# EXERCISE AIM
Every line of the listing that contains the word "Robinhill" is to be copied out.

# SUPPLIED MATERIAL
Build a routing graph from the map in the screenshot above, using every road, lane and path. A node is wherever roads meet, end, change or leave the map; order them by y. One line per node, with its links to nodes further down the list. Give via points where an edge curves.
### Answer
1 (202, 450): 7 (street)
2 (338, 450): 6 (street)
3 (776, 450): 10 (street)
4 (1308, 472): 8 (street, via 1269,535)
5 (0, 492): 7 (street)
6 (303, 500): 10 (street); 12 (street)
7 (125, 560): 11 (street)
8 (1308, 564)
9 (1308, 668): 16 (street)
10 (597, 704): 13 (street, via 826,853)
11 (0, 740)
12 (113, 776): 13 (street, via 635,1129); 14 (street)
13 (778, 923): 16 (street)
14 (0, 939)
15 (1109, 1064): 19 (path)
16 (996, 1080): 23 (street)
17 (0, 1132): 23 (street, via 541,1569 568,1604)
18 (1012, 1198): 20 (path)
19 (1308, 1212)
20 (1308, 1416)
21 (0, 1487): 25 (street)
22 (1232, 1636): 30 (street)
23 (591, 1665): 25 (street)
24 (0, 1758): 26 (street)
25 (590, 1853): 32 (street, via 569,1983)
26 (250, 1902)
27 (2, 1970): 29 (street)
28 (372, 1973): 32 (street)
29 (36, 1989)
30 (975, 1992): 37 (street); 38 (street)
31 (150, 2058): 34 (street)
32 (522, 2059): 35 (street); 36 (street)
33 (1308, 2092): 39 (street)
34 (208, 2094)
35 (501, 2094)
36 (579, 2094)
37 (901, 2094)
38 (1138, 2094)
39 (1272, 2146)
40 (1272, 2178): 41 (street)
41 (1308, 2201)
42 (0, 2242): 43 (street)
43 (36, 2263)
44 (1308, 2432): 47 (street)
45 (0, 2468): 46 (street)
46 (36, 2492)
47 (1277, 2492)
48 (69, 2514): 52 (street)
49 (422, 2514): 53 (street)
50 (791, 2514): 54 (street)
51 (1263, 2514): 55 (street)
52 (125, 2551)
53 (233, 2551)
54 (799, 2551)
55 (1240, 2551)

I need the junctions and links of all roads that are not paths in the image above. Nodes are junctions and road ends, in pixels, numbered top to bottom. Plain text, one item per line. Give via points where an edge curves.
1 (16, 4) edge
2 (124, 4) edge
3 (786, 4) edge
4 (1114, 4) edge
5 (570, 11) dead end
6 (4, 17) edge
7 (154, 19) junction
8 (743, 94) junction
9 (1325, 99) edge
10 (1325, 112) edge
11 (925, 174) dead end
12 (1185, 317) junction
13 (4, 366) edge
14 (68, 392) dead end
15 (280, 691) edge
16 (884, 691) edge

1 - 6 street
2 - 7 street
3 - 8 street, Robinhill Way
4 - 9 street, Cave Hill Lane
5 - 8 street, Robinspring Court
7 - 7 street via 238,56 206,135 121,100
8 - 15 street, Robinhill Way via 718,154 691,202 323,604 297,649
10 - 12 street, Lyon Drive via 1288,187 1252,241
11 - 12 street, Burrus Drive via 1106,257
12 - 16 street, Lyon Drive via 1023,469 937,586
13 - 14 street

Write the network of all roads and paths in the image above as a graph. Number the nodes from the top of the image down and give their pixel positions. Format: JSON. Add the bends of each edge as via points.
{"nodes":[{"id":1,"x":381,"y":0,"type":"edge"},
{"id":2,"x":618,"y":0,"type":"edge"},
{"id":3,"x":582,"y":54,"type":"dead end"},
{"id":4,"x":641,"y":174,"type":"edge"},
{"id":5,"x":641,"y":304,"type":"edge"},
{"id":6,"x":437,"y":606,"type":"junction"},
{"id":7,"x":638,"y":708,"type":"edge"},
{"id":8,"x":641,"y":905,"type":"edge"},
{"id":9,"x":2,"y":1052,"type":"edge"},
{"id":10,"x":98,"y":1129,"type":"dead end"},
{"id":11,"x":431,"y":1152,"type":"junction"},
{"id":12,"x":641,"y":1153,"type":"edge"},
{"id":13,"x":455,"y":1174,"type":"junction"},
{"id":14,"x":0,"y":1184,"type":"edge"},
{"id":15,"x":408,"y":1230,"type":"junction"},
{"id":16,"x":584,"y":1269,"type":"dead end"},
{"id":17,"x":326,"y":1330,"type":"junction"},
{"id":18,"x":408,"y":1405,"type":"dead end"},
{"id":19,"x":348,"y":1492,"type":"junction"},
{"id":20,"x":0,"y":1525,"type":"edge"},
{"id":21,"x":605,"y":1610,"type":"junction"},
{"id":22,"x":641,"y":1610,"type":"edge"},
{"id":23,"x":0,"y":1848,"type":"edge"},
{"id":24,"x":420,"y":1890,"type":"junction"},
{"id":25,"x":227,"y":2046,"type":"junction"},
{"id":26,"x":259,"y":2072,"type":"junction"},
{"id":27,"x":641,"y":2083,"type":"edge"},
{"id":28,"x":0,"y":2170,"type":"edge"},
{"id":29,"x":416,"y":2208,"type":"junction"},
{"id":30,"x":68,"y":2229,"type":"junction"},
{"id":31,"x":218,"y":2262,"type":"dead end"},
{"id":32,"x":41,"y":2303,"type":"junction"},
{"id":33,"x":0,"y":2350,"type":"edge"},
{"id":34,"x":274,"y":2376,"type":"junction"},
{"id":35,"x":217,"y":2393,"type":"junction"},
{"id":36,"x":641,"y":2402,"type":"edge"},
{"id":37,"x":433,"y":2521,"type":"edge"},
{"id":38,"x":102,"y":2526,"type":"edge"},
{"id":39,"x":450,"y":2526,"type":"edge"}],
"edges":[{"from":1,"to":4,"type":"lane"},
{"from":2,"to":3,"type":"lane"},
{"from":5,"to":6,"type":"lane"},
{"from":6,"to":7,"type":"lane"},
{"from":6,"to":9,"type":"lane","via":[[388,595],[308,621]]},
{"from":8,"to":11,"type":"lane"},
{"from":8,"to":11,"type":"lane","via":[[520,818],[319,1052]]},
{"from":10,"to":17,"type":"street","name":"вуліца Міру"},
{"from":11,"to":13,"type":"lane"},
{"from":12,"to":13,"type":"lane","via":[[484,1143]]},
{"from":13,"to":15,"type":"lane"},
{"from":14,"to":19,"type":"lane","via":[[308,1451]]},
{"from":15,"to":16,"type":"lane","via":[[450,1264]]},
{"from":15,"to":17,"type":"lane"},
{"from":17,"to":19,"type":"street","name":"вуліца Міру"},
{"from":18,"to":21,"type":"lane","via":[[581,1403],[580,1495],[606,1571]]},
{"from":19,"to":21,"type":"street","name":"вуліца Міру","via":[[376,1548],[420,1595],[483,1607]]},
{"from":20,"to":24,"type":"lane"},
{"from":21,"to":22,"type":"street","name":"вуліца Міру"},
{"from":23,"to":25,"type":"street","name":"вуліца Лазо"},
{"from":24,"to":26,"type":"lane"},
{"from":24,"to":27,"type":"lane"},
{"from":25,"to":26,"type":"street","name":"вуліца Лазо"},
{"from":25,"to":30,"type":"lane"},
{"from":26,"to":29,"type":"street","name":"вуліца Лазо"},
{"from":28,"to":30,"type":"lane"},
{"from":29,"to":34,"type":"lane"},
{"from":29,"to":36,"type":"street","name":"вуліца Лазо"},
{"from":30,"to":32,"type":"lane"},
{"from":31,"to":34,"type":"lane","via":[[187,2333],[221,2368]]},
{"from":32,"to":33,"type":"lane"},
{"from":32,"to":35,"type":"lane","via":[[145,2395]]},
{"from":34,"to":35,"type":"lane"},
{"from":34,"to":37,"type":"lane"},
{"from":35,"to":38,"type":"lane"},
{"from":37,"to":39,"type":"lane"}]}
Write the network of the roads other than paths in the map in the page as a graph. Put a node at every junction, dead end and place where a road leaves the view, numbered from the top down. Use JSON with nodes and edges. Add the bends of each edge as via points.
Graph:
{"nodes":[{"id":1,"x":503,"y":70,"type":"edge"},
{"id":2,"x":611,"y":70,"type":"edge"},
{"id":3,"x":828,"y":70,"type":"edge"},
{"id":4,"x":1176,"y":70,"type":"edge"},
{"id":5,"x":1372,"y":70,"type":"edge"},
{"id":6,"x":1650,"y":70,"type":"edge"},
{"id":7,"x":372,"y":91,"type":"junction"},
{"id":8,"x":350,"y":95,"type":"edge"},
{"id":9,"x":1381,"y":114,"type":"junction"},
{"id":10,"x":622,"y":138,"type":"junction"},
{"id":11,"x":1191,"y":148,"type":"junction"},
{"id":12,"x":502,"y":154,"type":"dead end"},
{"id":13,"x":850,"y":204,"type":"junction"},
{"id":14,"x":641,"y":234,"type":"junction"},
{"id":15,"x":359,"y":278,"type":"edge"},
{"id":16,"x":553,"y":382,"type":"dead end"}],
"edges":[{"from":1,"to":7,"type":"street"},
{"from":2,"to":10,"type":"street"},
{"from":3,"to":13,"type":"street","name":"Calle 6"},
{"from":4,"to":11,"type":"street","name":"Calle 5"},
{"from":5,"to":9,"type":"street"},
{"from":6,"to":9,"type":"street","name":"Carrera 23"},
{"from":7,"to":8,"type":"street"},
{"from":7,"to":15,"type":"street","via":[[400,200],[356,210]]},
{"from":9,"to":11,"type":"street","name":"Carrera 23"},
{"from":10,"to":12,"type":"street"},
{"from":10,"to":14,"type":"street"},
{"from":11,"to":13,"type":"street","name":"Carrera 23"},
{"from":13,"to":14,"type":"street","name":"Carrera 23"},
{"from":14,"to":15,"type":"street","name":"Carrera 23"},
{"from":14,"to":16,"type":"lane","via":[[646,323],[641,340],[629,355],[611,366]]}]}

# EXPECTED ANSWER
3 - 8 street, Robinhill Way
8 - 15 street, Robinhill Way via 718,154 691,202 323,604 297,649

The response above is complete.